* **Assignment**:
Return copies of the lines below that mention "Give".

* **Recorded information**:
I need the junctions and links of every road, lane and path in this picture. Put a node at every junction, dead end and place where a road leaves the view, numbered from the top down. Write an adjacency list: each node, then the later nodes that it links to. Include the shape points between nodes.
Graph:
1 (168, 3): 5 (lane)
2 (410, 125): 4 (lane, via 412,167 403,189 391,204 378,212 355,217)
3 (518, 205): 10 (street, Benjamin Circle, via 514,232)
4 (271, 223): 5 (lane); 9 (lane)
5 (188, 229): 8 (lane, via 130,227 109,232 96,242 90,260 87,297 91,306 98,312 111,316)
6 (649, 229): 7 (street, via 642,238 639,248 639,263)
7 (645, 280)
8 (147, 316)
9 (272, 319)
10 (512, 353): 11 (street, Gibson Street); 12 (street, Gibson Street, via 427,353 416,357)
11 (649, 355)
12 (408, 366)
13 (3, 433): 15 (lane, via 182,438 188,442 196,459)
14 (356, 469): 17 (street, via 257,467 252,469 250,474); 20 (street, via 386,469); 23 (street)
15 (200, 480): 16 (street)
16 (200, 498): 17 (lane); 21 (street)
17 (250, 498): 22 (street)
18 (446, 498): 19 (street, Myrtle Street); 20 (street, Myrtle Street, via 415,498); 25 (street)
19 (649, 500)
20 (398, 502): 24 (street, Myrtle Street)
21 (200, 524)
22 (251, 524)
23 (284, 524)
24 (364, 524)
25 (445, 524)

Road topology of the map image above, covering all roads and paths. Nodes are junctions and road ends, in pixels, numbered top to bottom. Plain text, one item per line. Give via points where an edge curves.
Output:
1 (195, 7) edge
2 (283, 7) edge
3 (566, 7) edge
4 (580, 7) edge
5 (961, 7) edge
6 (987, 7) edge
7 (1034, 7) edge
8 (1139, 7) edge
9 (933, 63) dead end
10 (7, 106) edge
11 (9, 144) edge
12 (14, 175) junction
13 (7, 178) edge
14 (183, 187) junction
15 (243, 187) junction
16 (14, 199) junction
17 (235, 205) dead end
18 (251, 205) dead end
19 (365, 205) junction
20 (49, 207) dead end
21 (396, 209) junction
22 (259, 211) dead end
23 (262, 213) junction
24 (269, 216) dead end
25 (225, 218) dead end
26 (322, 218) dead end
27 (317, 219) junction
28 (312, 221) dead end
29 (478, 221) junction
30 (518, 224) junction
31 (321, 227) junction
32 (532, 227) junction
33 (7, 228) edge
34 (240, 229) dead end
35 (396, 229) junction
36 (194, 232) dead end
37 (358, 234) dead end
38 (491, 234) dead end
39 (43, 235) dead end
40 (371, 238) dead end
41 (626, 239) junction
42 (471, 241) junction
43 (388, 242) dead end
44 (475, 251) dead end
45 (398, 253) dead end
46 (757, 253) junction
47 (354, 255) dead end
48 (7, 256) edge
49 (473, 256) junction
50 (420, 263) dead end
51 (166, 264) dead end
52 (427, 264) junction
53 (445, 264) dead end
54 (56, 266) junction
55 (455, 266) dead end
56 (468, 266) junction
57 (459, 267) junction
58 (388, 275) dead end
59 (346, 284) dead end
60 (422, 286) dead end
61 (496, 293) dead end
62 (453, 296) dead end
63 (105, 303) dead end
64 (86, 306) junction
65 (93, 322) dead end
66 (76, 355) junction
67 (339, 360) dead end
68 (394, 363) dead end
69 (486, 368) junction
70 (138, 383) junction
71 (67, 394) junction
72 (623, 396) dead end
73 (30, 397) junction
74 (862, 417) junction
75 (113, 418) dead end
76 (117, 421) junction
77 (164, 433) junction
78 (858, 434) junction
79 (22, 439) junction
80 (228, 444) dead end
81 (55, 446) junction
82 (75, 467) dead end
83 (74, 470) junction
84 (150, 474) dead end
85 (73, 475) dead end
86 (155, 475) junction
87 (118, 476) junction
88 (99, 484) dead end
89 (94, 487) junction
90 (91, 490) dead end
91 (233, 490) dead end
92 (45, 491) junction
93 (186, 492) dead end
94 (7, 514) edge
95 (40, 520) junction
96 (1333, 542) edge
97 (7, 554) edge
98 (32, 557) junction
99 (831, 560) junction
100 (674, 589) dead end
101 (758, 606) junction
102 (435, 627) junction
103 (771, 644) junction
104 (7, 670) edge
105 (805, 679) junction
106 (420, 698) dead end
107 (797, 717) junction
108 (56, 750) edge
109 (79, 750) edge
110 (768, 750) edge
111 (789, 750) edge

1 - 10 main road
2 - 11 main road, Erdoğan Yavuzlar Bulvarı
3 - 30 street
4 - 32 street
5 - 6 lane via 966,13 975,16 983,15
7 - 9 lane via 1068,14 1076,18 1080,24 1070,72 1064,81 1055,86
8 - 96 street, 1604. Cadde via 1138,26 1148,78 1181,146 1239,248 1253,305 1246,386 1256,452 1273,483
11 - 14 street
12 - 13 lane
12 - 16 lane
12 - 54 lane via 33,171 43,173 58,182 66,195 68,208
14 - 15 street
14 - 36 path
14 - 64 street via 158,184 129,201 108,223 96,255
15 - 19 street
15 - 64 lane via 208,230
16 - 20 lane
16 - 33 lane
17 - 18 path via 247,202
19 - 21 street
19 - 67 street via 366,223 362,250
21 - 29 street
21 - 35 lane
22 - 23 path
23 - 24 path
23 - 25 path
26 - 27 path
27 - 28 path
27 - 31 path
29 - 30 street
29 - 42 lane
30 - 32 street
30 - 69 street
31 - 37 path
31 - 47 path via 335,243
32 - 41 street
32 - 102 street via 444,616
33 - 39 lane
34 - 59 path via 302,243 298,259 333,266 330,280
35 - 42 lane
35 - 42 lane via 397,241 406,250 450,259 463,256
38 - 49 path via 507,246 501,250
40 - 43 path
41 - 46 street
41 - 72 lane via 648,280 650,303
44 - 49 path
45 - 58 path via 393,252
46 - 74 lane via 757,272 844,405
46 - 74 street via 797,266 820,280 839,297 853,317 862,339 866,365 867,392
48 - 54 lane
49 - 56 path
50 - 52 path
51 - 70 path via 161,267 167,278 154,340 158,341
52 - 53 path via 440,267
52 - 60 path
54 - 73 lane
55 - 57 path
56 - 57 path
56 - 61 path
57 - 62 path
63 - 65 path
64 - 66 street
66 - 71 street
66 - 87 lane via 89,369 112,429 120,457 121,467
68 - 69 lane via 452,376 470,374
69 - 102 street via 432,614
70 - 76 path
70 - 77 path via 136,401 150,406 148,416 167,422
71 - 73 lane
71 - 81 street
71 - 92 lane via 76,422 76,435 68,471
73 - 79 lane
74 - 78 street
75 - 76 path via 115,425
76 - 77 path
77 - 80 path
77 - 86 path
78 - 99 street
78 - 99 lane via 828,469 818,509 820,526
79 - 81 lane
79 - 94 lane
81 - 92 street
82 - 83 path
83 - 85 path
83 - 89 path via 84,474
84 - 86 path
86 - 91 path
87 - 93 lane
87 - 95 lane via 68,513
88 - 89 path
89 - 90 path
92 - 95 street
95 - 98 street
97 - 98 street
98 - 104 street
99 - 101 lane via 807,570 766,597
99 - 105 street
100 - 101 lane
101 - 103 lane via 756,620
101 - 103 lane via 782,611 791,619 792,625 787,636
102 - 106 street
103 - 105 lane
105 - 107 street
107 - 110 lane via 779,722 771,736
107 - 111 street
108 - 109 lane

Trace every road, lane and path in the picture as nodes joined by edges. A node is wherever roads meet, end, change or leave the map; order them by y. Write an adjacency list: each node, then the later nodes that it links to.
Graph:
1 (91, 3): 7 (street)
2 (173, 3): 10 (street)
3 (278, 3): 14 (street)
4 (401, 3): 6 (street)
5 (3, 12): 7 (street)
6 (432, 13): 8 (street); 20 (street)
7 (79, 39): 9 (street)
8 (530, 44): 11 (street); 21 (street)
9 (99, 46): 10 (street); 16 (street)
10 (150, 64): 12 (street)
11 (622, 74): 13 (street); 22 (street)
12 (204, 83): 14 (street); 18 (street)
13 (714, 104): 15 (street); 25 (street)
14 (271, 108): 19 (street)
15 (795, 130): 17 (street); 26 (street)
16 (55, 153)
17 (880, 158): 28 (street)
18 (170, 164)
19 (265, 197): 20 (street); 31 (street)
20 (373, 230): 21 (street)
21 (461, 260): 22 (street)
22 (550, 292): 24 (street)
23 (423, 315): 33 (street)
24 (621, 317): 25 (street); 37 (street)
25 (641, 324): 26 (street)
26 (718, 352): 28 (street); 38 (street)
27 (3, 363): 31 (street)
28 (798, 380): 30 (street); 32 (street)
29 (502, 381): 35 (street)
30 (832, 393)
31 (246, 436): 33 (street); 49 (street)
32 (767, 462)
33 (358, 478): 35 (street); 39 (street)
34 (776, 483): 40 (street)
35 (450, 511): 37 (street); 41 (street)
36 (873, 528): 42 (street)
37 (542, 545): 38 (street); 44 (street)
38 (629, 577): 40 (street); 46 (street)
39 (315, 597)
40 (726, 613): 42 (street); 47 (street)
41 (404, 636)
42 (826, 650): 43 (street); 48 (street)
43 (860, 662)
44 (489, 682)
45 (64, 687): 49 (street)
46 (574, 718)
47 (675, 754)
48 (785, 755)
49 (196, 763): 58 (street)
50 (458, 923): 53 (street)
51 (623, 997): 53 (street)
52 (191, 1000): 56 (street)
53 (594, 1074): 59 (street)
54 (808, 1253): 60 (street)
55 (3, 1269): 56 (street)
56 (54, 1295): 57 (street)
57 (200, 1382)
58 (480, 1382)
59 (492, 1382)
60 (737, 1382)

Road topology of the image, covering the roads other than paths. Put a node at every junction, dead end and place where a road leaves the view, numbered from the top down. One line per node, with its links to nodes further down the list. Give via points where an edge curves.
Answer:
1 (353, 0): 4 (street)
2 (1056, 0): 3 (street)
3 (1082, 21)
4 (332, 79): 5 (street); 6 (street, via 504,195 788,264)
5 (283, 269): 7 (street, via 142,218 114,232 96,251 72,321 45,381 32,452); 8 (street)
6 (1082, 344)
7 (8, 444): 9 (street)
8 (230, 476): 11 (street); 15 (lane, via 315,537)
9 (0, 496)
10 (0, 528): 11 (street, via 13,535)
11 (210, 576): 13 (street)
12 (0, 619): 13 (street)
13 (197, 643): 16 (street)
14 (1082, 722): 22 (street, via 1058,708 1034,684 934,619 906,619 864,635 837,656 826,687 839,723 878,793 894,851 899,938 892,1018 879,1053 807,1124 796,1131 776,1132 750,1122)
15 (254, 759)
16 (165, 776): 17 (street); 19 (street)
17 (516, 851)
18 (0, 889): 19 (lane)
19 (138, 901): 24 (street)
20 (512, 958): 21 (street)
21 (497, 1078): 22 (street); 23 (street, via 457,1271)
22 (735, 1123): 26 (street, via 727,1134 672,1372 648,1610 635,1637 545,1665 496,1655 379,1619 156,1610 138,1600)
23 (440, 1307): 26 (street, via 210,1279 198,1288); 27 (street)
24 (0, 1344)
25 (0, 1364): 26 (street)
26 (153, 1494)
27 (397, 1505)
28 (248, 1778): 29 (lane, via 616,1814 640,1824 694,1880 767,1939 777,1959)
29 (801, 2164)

* **Written response**:
Road topology of the map image above, covering all roads and paths. Nodes are junctions and road ends, in pixels, numbered top to bottom. Plain text, one item per line. Give via points where an edge curves.
Road topology of the image, covering the roads other than paths. Put a node at every junction, dead end and place where a road leaves the view, numbered from the top down. One line per node, with its links to nodes further down the list. Give via points where an edge curves.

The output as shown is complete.